## Collected data entries
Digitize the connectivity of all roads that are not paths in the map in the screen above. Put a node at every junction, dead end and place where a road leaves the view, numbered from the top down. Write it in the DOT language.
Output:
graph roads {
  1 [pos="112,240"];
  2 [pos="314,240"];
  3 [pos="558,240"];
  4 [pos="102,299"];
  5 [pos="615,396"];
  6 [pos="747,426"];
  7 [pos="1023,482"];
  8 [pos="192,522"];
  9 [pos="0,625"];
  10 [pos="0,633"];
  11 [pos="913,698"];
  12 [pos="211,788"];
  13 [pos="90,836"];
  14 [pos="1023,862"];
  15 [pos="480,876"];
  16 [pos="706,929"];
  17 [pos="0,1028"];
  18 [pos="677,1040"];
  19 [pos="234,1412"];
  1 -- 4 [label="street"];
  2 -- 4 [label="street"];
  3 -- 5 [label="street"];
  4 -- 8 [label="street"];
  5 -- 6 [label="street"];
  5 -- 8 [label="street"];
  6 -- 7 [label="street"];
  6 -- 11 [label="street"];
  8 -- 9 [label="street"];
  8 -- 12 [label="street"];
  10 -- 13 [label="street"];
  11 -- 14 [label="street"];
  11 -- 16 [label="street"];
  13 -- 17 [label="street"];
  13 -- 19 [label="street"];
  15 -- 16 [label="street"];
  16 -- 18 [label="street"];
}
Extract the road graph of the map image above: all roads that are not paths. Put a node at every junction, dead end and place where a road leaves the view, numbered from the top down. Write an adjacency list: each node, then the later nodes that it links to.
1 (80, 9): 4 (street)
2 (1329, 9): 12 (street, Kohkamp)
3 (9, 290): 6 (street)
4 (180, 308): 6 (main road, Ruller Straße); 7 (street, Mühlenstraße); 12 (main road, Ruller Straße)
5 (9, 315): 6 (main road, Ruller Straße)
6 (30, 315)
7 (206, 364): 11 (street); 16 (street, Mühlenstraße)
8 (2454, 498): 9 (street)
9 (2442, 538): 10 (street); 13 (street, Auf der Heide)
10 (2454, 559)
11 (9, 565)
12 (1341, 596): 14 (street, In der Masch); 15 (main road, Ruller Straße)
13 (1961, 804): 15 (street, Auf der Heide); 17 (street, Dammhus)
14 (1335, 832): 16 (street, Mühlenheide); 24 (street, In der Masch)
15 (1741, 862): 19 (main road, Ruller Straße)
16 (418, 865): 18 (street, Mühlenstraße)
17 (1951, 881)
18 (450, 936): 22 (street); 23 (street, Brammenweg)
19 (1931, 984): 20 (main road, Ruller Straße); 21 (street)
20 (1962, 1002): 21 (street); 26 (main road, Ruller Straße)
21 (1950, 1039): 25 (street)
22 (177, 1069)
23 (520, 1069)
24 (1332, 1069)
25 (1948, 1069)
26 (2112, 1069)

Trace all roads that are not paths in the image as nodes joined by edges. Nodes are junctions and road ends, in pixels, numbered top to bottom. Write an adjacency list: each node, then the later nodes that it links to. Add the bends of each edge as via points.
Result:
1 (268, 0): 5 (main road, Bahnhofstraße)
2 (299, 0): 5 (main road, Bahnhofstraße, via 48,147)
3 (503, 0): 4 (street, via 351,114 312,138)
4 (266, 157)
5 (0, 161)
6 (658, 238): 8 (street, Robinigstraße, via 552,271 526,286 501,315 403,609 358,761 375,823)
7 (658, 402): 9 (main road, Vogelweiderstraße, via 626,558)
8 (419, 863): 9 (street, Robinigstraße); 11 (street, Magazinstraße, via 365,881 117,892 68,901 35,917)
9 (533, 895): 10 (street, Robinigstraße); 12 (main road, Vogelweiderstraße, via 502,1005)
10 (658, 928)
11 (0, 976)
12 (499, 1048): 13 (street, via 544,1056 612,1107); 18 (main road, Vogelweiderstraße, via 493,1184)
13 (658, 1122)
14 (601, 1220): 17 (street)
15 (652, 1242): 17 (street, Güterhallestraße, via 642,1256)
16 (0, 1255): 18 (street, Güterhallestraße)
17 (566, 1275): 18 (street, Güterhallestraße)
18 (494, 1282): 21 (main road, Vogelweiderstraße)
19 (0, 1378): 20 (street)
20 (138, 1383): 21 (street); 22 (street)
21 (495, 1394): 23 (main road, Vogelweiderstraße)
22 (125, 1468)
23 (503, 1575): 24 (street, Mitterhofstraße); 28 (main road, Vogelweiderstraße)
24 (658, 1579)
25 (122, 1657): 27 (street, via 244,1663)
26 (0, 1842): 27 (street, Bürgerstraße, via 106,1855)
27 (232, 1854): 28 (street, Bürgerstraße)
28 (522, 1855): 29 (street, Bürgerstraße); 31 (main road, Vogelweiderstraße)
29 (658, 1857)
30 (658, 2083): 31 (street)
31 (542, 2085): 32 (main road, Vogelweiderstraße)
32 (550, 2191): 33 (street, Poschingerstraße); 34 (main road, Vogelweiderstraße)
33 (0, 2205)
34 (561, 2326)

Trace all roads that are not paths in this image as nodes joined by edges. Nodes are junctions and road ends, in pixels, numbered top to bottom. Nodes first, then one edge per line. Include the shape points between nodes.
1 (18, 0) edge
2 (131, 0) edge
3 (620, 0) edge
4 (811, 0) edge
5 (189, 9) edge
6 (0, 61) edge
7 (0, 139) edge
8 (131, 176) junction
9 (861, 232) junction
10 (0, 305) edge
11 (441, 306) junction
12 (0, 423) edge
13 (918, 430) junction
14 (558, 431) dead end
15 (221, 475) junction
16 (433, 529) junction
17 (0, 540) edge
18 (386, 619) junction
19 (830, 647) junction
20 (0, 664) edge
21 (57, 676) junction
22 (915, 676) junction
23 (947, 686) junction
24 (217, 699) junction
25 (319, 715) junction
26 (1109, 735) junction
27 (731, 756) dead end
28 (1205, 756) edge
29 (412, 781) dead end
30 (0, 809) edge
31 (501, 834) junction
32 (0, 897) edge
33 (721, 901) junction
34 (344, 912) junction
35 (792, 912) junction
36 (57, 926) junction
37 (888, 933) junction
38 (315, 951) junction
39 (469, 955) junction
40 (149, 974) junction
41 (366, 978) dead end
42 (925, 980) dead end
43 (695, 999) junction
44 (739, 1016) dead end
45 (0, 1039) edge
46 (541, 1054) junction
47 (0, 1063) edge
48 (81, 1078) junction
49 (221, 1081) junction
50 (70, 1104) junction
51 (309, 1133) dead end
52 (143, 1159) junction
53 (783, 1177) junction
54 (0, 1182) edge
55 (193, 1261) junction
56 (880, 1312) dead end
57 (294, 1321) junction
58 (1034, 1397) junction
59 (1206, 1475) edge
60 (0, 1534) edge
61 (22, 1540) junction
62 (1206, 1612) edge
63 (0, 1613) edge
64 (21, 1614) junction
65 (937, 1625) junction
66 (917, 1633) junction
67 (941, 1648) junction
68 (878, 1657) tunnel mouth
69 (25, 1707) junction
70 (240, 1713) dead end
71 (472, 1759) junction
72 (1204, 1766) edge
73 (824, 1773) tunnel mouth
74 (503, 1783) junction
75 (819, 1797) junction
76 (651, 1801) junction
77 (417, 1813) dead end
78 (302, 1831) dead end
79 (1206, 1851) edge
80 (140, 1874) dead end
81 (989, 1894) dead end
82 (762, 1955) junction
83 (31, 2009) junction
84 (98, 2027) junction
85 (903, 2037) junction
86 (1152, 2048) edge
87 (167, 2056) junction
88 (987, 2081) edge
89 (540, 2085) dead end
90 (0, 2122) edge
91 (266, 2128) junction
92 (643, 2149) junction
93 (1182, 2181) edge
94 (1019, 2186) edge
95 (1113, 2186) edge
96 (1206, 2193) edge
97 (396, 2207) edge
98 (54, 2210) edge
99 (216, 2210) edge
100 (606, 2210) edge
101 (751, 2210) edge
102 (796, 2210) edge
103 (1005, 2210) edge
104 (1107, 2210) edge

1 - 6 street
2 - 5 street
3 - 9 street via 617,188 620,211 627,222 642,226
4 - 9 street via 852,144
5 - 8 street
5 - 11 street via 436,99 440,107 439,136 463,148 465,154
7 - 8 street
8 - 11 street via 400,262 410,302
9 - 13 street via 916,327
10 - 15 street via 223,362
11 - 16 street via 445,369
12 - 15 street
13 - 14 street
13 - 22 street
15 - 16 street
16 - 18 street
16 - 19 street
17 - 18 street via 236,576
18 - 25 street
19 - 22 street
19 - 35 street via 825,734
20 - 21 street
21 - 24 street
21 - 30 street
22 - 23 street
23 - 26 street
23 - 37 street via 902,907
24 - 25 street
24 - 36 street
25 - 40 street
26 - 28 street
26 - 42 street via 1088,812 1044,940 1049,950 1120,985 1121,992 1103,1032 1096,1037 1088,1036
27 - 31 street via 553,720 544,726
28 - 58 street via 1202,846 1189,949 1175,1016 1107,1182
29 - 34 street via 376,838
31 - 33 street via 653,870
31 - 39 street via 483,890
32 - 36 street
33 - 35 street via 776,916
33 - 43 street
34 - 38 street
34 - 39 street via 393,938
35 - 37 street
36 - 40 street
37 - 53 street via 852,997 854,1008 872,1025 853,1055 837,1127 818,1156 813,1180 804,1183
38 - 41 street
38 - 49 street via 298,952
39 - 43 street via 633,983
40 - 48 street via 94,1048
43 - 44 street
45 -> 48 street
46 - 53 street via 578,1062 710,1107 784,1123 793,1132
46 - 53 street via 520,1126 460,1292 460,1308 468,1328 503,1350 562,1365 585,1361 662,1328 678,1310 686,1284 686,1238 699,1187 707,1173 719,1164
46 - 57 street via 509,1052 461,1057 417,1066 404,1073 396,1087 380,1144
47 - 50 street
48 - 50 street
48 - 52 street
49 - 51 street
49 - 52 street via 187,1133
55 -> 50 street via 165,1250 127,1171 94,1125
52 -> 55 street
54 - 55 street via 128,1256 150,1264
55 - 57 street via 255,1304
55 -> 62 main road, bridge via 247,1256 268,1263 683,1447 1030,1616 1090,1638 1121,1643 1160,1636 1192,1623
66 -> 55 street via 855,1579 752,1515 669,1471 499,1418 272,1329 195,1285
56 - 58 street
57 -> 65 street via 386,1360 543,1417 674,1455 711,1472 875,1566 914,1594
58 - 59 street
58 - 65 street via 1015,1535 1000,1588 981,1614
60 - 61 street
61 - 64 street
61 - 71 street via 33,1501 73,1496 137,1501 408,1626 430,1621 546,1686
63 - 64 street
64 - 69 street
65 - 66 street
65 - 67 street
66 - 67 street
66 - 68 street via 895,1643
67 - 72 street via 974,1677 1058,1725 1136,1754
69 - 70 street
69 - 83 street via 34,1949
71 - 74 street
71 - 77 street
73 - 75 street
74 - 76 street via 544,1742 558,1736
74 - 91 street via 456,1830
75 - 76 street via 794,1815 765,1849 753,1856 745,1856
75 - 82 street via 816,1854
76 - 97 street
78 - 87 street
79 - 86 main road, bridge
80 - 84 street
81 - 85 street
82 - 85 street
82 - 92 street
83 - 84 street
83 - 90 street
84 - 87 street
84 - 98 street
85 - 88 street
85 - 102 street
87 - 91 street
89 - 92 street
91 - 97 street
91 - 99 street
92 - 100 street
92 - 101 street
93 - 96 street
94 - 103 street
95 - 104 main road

## Work to be completed
Given the data above, transcribe exactly the lines from the one containing "Extract the road" down to the one containing "Trace all roads that are not paths in the", and no others.

## Exercise solution
Extract the road graph of the map image above: all roads that are not paths. Put a node at every junction, dead end and place where a road leaves the view, numbered from the top down. Write an adjacency list: each node, then the later nodes that it links to.
1 (80, 9): 4 (street)
2 (1329, 9): 12 (street, Kohkamp)
3 (9, 290): 6 (street)
4 (180, 308): 6 (main road, Ruller Straße); 7 (street, Mühlenstraße); 12 (main road, Ruller Straße)
5 (9, 315): 6 (main road, Ruller Straße)
6 (30, 315)
7 (206, 364): 11 (street); 16 (street, Mühlenstraße)
8 (2454, 498): 9 (street)
9 (2442, 538): 10 (street); 13 (street, Auf der Heide)
10 (2454, 559)
11 (9, 565)
12 (1341, 596): 14 (street, In der Masch); 15 (main road, Ruller Straße)
13 (1961, 804): 15 (street, Auf der Heide); 17 (street, Dammhus)
14 (1335, 832): 16 (street, Mühlenheide); 24 (street, In der Masch)
15 (1741, 862): 19 (main road, Ruller Straße)
16 (418, 865): 18 (street, Mühlenstraße)
17 (1951, 881)
18 (450, 936): 22 (street); 23 (street, Brammenweg)
19 (1931, 984): 20 (main road, Ruller Straße); 21 (street)
20 (1962, 1002): 21 (street); 26 (main road, Ruller Straße)
21 (1950, 1039): 25 (street)
22 (177, 1069)
23 (520, 1069)
24 (1332, 1069)
25 (1948, 1069)
26 (2112, 1069)

Trace all roads that are not paths in the image as nodes joined by edges. Nodes are junctions and road ends, in pixels, numbered top to bottom. Write an adjacency list: each node, then the later nodes that it links to. Add the bends of each edge as via points.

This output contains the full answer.